* **Work instructions**:
For this exercise, copy the records below exactly and exclude every image.

(Stored data entries)
--------------------

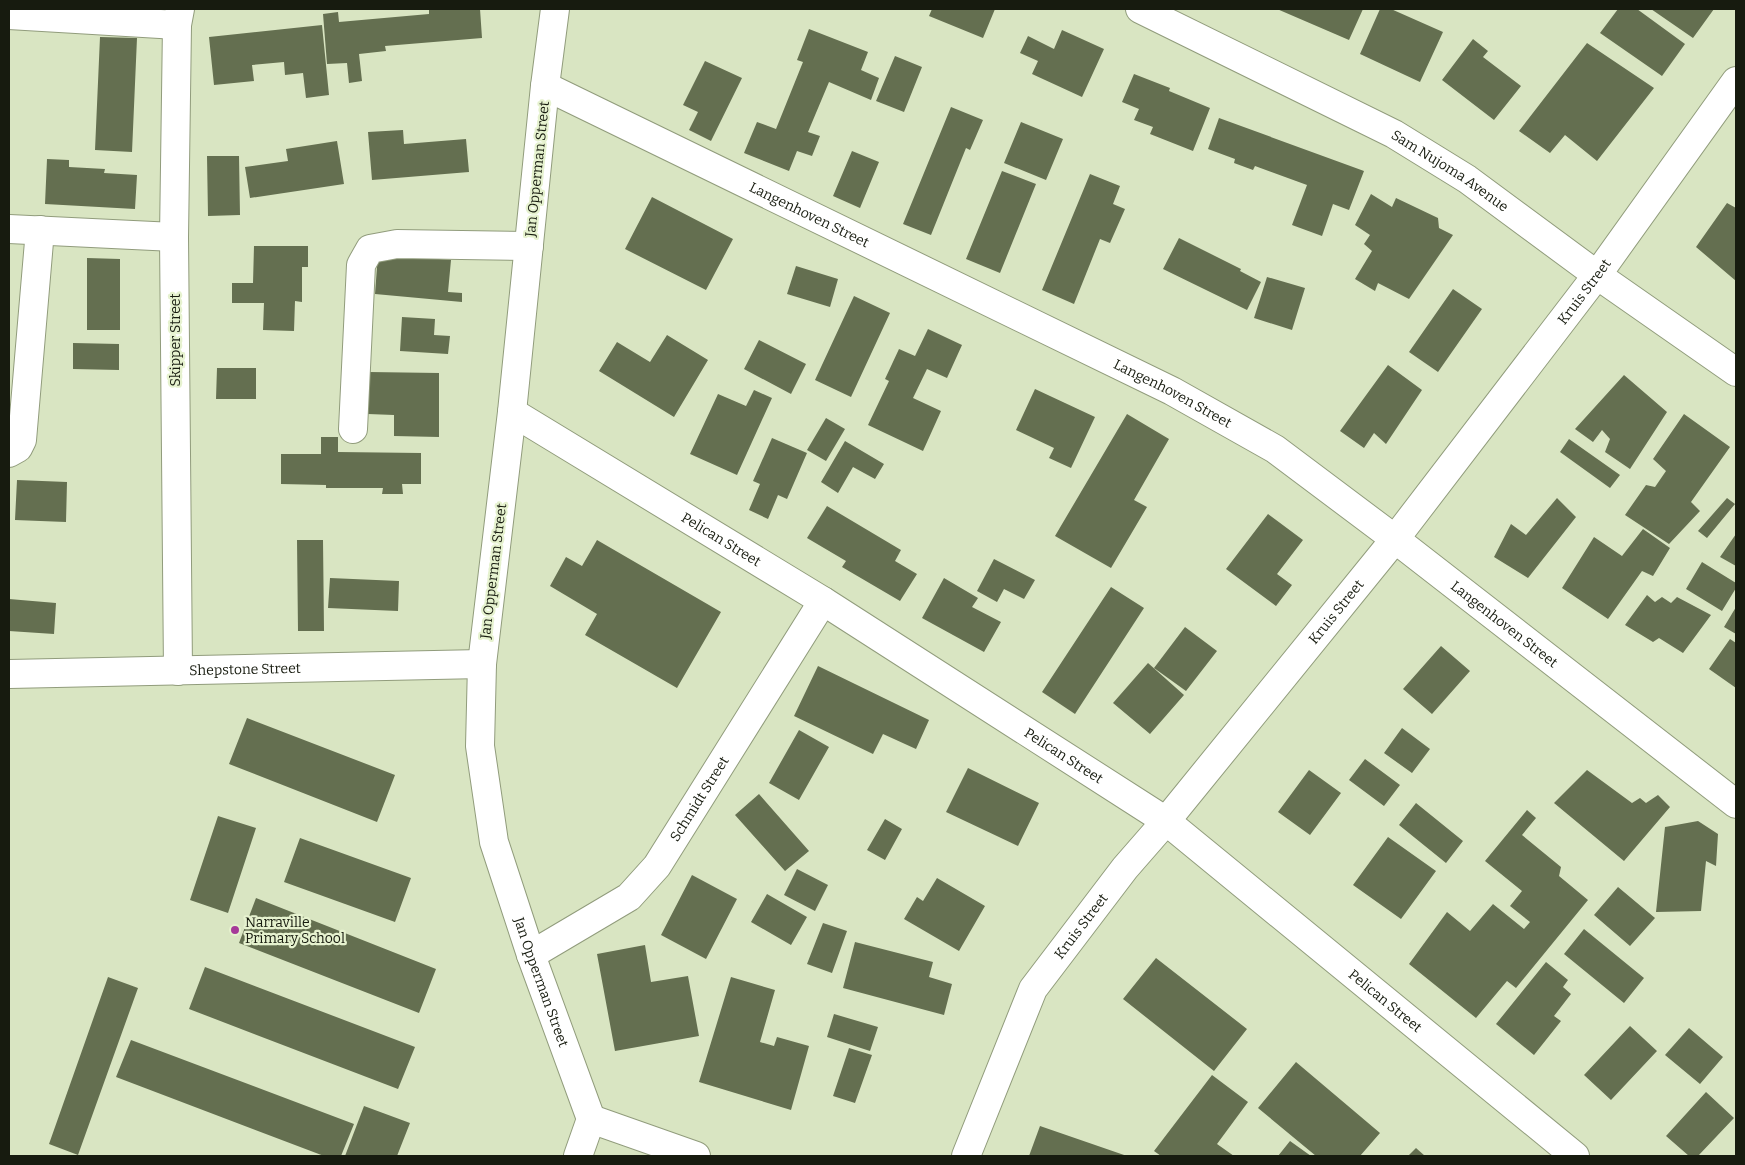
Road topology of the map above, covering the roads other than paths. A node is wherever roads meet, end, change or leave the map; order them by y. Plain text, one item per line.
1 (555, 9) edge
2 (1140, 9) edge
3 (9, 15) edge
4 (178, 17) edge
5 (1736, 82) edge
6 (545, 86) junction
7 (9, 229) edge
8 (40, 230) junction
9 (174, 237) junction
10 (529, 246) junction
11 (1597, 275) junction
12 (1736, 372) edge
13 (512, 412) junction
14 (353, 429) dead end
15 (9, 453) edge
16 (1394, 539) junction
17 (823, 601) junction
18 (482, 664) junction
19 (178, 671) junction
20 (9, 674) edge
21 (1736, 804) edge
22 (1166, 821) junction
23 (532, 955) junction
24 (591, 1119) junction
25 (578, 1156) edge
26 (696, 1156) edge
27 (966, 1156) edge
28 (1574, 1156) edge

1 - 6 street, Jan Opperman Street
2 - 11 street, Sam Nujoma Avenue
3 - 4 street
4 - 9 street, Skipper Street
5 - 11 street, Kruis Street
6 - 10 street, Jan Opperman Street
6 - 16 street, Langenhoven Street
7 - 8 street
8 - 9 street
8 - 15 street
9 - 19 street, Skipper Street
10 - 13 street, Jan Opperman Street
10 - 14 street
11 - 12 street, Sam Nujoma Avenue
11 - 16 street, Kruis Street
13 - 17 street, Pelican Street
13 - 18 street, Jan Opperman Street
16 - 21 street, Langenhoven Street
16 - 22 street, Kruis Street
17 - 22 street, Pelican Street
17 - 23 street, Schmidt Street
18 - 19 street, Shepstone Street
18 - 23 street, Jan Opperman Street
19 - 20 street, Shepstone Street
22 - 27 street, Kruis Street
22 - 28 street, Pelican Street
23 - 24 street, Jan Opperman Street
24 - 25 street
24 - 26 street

--------------------

* **Exercise answer**:
Road topology of the map above, covering the roads other than paths. A node is wherever roads meet, end, change or leave the map; order them by y. Plain text, one item per line.
1 (555, 9) edge
2 (1140, 9) edge
3 (9, 15) edge
4 (178, 17) edge
5 (1736, 82) edge
6 (545, 86) junction
7 (9, 229) edge
8 (40, 230) junction
9 (174, 237) junction
10 (529, 246) junction
11 (1597, 275) junction
12 (1736, 372) edge
13 (512, 412) junction
14 (353, 429) dead end
15 (9, 453) edge
16 (1394, 539) junction
17 (823, 601) junction
18 (482, 664) junction
19 (178, 671) junction
20 (9, 674) edge
21 (1736, 804) edge
22 (1166, 821) junction
23 (532, 955) junction
24 (591, 1119) junction
25 (578, 1156) edge
26 (696, 1156) edge
27 (966, 1156) edge
28 (1574, 1156) edge

1 - 6 street, Jan Opperman Street
2 - 11 street, Sam Nujoma Avenue
3 - 4 street
4 - 9 street, Skipper Street
5 - 11 street, Kruis Street
6 - 10 street, Jan Opperman Street
6 - 16 street, Langenhoven Street
7 - 8 street
8 - 9 street
8 - 15 street
9 - 19 street, Skipper Street
10 - 13 street, Jan Opperman Street
10 - 14 street
11 - 12 street, Sam Nujoma Avenue
11 - 16 street, Kruis Street
13 - 17 street, Pelican Street
13 - 18 street, Jan Opperman Street
16 - 21 street, Langenhoven Street
16 - 22 street, Kruis Street
17 - 22 street, Pelican Street
17 - 23 street, Schmidt Street
18 - 19 street, Shepstone Street
18 - 23 street, Jan Opperman Street
19 - 20 street, Shepstone Street
22 - 27 street, Kruis Street
22 - 28 street, Pelican Street
23 - 24 street, Jan Opperman Street
24 - 25 street
24 - 26 street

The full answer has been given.